--- RECORDS SUPPLIED Enclosed Below ---

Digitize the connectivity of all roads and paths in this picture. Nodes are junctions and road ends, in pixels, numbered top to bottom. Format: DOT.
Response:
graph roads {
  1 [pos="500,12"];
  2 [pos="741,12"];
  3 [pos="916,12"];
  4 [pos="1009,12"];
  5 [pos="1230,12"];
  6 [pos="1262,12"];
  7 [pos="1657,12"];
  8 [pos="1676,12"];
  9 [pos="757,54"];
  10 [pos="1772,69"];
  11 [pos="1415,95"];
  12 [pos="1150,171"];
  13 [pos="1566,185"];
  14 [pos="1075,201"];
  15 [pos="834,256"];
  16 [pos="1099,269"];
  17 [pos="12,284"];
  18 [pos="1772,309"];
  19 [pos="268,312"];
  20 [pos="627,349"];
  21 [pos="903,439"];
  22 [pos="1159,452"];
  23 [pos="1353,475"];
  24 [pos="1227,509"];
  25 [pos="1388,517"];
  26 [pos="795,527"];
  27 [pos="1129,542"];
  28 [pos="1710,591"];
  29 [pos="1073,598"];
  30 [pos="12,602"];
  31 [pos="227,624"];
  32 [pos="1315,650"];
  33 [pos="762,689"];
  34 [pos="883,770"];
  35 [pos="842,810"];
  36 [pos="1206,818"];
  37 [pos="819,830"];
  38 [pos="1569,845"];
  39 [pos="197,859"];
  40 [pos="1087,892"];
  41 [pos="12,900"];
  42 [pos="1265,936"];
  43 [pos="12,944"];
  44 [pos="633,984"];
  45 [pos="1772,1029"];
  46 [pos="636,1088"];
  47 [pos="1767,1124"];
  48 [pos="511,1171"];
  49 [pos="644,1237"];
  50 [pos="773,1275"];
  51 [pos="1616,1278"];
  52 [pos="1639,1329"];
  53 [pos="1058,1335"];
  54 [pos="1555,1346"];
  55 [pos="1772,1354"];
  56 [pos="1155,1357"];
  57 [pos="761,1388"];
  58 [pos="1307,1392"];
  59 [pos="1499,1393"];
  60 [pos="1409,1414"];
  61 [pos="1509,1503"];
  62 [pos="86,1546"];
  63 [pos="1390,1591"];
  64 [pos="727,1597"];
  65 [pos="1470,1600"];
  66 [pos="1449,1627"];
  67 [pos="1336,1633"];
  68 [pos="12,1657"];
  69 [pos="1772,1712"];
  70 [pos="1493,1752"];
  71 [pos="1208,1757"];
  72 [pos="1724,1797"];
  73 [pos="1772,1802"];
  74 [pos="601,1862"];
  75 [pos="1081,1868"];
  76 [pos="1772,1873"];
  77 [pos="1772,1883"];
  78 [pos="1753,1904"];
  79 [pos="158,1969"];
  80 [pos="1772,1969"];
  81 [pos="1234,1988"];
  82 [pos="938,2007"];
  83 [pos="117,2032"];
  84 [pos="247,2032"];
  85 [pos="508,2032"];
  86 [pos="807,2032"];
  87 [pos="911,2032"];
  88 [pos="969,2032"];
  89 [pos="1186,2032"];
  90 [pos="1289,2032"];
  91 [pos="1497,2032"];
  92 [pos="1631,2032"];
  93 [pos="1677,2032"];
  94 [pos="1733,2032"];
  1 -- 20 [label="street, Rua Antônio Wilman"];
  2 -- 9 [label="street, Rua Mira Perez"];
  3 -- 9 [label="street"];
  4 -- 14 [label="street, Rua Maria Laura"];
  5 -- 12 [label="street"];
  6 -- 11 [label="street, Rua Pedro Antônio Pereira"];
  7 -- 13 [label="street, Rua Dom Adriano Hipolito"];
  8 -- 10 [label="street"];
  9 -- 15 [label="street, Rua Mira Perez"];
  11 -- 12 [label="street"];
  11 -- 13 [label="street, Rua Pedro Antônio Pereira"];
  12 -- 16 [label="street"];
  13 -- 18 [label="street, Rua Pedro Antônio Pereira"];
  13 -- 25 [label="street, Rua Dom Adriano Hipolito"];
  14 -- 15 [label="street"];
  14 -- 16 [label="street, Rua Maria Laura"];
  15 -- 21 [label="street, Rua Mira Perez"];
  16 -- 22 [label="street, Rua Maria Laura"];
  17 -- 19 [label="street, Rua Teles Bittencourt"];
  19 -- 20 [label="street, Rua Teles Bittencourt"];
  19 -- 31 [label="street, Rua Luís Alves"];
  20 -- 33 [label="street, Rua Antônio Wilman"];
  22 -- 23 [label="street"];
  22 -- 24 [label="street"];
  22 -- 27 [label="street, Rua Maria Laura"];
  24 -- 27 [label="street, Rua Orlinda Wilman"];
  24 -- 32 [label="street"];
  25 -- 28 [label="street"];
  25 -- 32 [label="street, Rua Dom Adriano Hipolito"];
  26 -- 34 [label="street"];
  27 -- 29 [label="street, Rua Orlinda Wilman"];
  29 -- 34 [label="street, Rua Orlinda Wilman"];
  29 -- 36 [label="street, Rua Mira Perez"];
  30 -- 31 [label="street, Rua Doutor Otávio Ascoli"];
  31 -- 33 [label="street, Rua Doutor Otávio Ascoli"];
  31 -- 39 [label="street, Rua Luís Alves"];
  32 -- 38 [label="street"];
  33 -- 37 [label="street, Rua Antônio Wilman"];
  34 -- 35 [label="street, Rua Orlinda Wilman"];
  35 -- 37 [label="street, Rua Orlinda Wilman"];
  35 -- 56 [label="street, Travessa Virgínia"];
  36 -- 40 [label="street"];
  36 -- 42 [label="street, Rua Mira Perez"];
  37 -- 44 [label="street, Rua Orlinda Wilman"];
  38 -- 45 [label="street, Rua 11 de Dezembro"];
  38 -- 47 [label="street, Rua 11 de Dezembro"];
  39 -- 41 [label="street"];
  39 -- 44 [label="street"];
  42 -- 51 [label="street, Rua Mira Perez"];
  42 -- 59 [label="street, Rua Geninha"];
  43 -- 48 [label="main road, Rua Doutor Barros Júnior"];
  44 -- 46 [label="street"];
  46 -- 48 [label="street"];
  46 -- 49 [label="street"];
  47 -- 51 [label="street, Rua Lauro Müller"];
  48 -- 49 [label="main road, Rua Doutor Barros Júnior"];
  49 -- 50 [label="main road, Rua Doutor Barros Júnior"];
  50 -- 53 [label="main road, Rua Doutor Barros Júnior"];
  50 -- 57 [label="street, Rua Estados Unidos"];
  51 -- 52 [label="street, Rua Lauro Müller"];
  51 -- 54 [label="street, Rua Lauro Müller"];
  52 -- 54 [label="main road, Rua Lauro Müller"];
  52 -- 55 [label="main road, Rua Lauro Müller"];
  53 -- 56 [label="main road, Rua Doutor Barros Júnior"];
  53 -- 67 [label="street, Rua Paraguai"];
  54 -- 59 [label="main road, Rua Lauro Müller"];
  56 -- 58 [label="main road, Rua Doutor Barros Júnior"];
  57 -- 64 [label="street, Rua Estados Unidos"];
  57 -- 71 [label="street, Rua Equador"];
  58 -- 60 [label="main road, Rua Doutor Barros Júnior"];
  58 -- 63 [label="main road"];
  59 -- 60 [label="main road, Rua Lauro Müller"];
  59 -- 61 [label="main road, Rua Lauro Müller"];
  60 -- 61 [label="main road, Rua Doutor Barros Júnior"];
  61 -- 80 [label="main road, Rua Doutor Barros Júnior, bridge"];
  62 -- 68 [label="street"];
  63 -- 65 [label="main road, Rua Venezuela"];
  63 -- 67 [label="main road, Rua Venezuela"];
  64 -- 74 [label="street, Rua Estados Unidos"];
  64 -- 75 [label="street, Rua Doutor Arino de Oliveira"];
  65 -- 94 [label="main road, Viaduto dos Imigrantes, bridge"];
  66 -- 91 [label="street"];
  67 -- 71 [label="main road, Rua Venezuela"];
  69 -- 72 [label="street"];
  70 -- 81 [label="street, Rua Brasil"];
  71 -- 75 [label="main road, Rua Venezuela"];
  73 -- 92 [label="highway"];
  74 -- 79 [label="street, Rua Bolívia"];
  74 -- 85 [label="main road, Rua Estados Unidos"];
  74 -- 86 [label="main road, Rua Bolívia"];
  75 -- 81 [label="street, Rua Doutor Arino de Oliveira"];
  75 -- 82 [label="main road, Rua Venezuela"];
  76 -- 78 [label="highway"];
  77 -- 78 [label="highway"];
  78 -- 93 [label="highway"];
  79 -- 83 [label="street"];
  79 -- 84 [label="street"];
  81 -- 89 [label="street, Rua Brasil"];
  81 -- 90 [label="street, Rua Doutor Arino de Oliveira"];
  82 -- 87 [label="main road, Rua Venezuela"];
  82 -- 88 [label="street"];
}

--- End of Enclosed RECORDS SUPPLIED ---

**WHAT IS EXPECTED**
Search the entries above for the word "Oliveira" and copy each line where it appears.

**FINISHED EXERCISE**
  64 -- 75 [label="street, Rua Doutor Arino de Oliveira"];
  75 -- 81 [label="street, Rua Doutor Arino de Oliveira"];
  81 -- 90 [label="street, Rua Doutor Arino de Oliveira"];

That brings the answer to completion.